Difficulties understanding
av sublimestyle, 19 december 2010
Meddelanden: 15
Språk: English
ceigered (Visa profilen) 20 december 2010 12:26:42
sudanglo:Yeah but you've added context and further criteria there. Otherwise "Did you see Susan?" and "Have you seen Susan?" wouldn't be any different. You could ask someone "Have you seen Susan?" and get a reply of "I saw here sitting on that bench over there".in English those two mean the same thing thanks to the simple past being ambiguousNot really Ceiger.
Did you see Susan (I have a specific occasion in the past in mind)
Have you seen Susan (before now, with no temporal reference).
Note: 'I have seen Susan yesterday' not possible in English.
Because "did you see" has no real value on the perfect/imperfect scale that say French's imperfect has... At least that's what I thought you were alluding to, because that's the most important past tense distinction I can think of, but it seems I was overthinking Anyway, it seems that Esperanto's past tense actually very nicely matches English's simple past tense, since both are sort of neutral as far as the imperfect/perfect goes.
Anyway, that confusion aside, how does one do a perfect tense construction in EO? Mi estas manĝinta? And pluperfect being "mi estis manĝinta"? I seem to have forgotten, if that's any indication about how little it's used
(Off topic, but I recall reading somewhere that most tense markers in western Indo-European languages tend to stem from consonant doubling, thus evolving into things like re-, -ed, ge-, etc)
sudanglo (Visa profilen) 20 december 2010 17:06:14
You could ask someone "Have you seen Susan?" and get a reply of "I saw here sitting on that bench over there".Of course you can say that, Ceiger, and the reason is that the questioner is not thinking of a specific occcasion and the respondent has the past event in mind.
Whatever theory you like to advance, it must explain why you cannot say 'I have seen Susan yesterday.
Quite true, I think, that sometimes English will use a simple past when in perhaps another language you might be forced to use an imperfect form.
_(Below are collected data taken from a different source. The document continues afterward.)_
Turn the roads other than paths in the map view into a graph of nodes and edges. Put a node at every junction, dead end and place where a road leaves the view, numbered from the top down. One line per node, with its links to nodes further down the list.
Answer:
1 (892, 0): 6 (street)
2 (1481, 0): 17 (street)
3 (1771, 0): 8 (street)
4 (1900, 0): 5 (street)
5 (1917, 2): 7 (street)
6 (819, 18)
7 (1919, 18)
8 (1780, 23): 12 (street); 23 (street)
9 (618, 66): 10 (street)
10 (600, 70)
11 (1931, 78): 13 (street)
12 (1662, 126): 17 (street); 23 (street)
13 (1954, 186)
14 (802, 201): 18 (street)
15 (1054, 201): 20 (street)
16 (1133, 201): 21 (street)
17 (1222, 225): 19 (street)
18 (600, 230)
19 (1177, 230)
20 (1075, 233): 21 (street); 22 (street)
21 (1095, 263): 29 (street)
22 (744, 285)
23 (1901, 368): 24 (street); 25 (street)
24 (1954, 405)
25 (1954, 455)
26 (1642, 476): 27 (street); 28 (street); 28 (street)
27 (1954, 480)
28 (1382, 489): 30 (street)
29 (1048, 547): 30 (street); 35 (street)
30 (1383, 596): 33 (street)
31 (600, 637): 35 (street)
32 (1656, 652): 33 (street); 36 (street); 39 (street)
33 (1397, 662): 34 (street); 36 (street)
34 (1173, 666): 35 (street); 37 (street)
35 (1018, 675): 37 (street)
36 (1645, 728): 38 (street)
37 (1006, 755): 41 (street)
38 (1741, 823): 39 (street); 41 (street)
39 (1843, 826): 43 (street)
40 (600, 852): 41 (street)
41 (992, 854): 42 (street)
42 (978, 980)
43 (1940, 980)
Though I can't think of a good example just at the moment.
However English commonly uses was X-ing or, used to X, or would X to convey the notion of extended action. So the distinction between a momentary action, or action viewed as a whole, and one that was going on is very much alive and well in English.
The perfect notion is probably most often expressed in Esperanto with a participle adverb (X-inte), but the compound tenses (with estas and estis) are not that uncommon in the literature - and necessary often.
Estis varma aŭtuna posttagmezo, kaj forta pluvo estis falinta.
The above sentence would have quite another meaning if you replaced estis falinta with falis.
ceigered (Visa profilen) 21 december 2010 05:03:01
sudanglo:The above sentence would have quite another meaning if you replaced estis falinta with falis.Good point. (At least when they are contrasted (perhaps in the same paragraph or whatnot)) You get the impression that the rain
erinja (Visa profilen) 21 december 2010 14:46:57
Rather, "forta pluvo estis falinta" gives me the idea that there had been a heavy rain, but that it had now stopped raining (however we assume that although it has stopped raining, everything is still wet and there is still the smell of rain in the air!)